The surgery is mostly performed as an outpatient procedure, and the patient goes home a few minutes afterwards.

INTRAOCULAR LENSES
The first intraocular lens was developed and implanted in a human eye in 1949 by Harold Ridley. It was an enormous advance in cataract surgery, because for the first time it was possible for patients to recuperate part of their original vision. Since then, there have been important innovations in the manufacturing, characteristics, diversity and technology associated with IOLs.
However, in spite of the diversity, they all have the same basic construction: Optic with refractive capacity (round lens) and Haptic (“arms” that keep the lens in position inside the eye). 

AT THE MOMENT, THERE ARE SEVERAL TYPES OF IOLS AVAILABLE TO PATIENTS AND SURGEONS:
Monofocal Lenses: With the same power in all areas of the lens, they allow for good distance vision, but for near vision, corrective glasses are necessary.

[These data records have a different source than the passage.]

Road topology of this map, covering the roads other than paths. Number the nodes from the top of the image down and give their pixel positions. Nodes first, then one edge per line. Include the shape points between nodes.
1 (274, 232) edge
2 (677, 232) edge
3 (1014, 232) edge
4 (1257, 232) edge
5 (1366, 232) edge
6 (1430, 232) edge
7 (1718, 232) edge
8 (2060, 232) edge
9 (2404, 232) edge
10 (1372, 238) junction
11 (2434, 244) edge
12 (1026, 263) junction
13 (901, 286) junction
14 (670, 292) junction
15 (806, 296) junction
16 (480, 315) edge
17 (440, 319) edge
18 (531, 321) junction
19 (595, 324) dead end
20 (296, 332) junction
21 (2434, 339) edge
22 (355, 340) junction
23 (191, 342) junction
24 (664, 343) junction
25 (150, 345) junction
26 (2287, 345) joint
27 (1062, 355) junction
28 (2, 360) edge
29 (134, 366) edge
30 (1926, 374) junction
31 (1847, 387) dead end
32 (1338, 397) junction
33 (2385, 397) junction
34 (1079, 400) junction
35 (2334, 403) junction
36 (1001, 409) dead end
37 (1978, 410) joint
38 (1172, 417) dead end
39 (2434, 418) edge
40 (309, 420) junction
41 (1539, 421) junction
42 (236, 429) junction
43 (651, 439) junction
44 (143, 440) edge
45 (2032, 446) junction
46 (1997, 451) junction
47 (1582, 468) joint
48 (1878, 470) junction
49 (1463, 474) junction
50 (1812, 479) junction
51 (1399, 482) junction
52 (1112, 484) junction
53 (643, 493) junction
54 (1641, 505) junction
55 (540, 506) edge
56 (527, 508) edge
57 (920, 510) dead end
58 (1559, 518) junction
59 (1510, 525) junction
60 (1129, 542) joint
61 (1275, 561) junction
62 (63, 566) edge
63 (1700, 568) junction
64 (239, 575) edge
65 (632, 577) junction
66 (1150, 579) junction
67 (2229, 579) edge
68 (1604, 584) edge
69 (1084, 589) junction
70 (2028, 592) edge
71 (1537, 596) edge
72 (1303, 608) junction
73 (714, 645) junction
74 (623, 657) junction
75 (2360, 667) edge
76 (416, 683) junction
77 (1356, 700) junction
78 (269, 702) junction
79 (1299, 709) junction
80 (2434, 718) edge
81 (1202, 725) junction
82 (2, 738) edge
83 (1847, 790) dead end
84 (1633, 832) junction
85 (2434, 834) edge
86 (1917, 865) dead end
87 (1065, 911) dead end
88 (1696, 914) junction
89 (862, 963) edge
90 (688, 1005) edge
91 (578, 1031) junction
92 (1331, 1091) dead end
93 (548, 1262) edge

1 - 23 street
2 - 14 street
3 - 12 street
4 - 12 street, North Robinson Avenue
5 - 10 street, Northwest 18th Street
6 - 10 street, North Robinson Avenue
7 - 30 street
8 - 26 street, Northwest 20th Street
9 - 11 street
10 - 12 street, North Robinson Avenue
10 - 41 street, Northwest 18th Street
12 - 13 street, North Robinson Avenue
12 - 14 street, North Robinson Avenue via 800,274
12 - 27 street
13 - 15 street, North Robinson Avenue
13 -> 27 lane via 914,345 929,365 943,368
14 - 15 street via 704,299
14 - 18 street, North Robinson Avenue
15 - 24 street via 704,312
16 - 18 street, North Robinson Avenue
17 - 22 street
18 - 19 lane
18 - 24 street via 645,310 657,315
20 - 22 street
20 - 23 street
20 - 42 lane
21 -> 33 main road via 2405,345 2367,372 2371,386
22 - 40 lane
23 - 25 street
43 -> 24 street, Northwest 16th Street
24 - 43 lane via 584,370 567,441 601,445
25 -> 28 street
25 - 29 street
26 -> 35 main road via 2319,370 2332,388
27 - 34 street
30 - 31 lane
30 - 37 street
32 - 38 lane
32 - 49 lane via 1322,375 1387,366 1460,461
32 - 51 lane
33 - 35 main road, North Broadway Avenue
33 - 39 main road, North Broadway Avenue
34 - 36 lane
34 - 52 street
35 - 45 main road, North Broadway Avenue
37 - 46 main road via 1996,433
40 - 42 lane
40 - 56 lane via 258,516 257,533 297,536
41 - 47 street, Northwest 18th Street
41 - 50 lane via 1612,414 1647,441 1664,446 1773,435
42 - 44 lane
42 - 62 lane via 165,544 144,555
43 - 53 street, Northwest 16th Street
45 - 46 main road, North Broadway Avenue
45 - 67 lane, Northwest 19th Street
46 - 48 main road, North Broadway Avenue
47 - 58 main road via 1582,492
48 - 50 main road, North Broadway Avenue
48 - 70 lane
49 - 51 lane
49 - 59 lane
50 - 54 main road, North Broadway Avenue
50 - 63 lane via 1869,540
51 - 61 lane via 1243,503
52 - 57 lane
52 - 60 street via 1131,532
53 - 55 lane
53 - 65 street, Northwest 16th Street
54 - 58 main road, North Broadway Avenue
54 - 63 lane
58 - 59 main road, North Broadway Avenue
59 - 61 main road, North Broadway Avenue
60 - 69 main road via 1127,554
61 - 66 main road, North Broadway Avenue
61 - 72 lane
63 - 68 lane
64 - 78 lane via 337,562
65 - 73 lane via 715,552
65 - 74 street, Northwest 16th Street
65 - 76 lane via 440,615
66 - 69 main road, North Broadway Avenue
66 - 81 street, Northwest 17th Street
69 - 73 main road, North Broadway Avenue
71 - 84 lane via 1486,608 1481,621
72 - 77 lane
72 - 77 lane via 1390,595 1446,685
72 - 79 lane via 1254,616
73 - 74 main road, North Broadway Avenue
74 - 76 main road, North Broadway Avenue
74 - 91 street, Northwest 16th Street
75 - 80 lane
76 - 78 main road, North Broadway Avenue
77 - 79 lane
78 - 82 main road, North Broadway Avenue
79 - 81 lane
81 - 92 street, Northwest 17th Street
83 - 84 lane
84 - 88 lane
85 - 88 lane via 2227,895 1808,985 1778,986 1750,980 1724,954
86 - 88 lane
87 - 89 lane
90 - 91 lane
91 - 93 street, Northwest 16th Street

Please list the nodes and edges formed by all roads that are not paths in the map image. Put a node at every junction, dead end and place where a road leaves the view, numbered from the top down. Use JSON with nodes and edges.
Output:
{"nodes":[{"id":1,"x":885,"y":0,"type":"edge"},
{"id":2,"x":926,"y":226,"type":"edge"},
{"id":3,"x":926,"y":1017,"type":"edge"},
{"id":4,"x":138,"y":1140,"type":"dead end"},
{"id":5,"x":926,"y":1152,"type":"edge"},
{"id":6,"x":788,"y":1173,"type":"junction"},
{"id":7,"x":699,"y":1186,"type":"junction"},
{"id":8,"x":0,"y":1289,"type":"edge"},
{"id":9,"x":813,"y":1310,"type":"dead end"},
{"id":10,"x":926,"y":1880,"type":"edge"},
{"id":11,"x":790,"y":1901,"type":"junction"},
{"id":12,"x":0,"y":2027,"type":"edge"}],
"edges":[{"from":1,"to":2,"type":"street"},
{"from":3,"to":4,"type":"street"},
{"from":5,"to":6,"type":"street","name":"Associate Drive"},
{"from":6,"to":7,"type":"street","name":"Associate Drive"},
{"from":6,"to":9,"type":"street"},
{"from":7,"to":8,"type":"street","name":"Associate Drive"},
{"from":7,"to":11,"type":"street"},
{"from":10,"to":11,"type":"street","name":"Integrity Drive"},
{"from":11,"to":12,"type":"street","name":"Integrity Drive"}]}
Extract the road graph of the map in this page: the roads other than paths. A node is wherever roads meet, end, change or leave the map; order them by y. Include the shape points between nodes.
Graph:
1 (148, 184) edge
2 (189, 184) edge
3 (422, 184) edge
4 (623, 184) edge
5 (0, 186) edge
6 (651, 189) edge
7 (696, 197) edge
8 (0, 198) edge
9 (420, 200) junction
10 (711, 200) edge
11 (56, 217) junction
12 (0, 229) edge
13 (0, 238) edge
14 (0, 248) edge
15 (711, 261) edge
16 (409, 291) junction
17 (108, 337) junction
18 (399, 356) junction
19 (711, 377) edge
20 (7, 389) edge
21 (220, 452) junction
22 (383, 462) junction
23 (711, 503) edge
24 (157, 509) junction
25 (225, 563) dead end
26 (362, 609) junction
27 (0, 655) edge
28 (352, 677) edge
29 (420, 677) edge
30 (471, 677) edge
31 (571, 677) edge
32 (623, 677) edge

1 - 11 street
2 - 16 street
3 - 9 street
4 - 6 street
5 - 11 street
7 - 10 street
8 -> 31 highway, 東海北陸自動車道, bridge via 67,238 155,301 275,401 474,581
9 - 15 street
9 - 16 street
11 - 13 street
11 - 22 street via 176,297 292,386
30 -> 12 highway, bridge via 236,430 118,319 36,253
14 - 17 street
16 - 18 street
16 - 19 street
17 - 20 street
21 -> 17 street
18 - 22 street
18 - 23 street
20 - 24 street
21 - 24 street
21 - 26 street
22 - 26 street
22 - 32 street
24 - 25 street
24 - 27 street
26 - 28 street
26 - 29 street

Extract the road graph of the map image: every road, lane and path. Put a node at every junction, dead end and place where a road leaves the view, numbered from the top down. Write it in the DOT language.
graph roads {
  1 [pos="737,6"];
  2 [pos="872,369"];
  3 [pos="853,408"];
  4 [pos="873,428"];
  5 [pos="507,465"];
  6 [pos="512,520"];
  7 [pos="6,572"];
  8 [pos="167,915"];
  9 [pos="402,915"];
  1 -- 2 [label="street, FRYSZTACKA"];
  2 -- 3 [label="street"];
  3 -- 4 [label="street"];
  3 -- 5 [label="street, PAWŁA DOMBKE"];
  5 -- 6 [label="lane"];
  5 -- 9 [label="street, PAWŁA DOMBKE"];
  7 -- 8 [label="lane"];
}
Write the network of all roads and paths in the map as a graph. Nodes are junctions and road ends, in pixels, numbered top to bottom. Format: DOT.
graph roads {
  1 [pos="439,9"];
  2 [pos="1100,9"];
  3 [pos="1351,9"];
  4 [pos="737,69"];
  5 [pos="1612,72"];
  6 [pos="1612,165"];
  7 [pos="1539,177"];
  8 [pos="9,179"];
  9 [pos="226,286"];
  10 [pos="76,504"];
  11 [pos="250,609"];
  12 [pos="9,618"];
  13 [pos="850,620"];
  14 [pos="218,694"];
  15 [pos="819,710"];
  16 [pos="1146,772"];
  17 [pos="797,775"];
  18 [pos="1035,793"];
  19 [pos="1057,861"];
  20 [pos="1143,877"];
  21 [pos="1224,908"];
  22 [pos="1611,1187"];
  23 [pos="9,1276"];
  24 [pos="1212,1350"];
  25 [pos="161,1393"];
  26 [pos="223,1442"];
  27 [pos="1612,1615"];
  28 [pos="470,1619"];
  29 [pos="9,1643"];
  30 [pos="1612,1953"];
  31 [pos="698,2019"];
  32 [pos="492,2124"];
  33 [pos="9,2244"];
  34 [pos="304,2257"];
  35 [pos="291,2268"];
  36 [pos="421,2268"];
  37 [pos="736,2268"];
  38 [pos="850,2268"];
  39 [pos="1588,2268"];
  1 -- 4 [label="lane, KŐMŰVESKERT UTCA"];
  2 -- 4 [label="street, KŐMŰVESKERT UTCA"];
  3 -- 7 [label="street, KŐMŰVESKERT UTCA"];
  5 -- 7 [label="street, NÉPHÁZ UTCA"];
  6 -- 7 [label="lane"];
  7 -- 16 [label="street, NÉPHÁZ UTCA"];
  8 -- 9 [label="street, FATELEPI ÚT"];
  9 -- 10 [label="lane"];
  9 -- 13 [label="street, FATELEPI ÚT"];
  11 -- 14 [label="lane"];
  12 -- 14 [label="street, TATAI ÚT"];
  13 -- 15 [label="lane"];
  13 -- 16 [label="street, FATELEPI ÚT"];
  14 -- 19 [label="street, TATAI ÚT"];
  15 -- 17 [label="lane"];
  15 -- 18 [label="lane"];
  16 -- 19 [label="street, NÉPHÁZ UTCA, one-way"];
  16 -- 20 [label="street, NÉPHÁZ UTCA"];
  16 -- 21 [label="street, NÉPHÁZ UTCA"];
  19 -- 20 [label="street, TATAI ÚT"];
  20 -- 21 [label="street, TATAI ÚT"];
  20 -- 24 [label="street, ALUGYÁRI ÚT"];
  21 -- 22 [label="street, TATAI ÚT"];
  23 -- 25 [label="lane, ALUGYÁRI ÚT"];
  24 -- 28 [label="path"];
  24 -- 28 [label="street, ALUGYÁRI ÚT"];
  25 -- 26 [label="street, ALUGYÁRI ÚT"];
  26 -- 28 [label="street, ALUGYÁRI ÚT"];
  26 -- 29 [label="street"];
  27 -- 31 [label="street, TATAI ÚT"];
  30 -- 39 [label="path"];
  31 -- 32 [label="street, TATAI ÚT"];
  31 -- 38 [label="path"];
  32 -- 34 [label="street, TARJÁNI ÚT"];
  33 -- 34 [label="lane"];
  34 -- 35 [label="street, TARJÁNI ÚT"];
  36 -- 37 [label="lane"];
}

Toric Lenses: Different areas of power allow the correction of astigmatism. They add better quality in distance vision, but it is still necessary to use glasses for near vision.
Accommodative Lenses: These lenses alter their form inside the eye, with the aim to allowing for focussing in different distances.
Multifocal Lenses: These lenses have concentric areas with different powers. The objective is to allow for seeing at various distances (close, middle and far). Nowadays, these can also be toric, to correct astigmatism.
The advances in cataract surgery and in the amount and variety of intraocular lenses have contributed not only towards making this procedure safer, more reproducible and reliable, but at the same time providing better visual results, with considerable levels of satisfaction by the patients as well as the surgeons.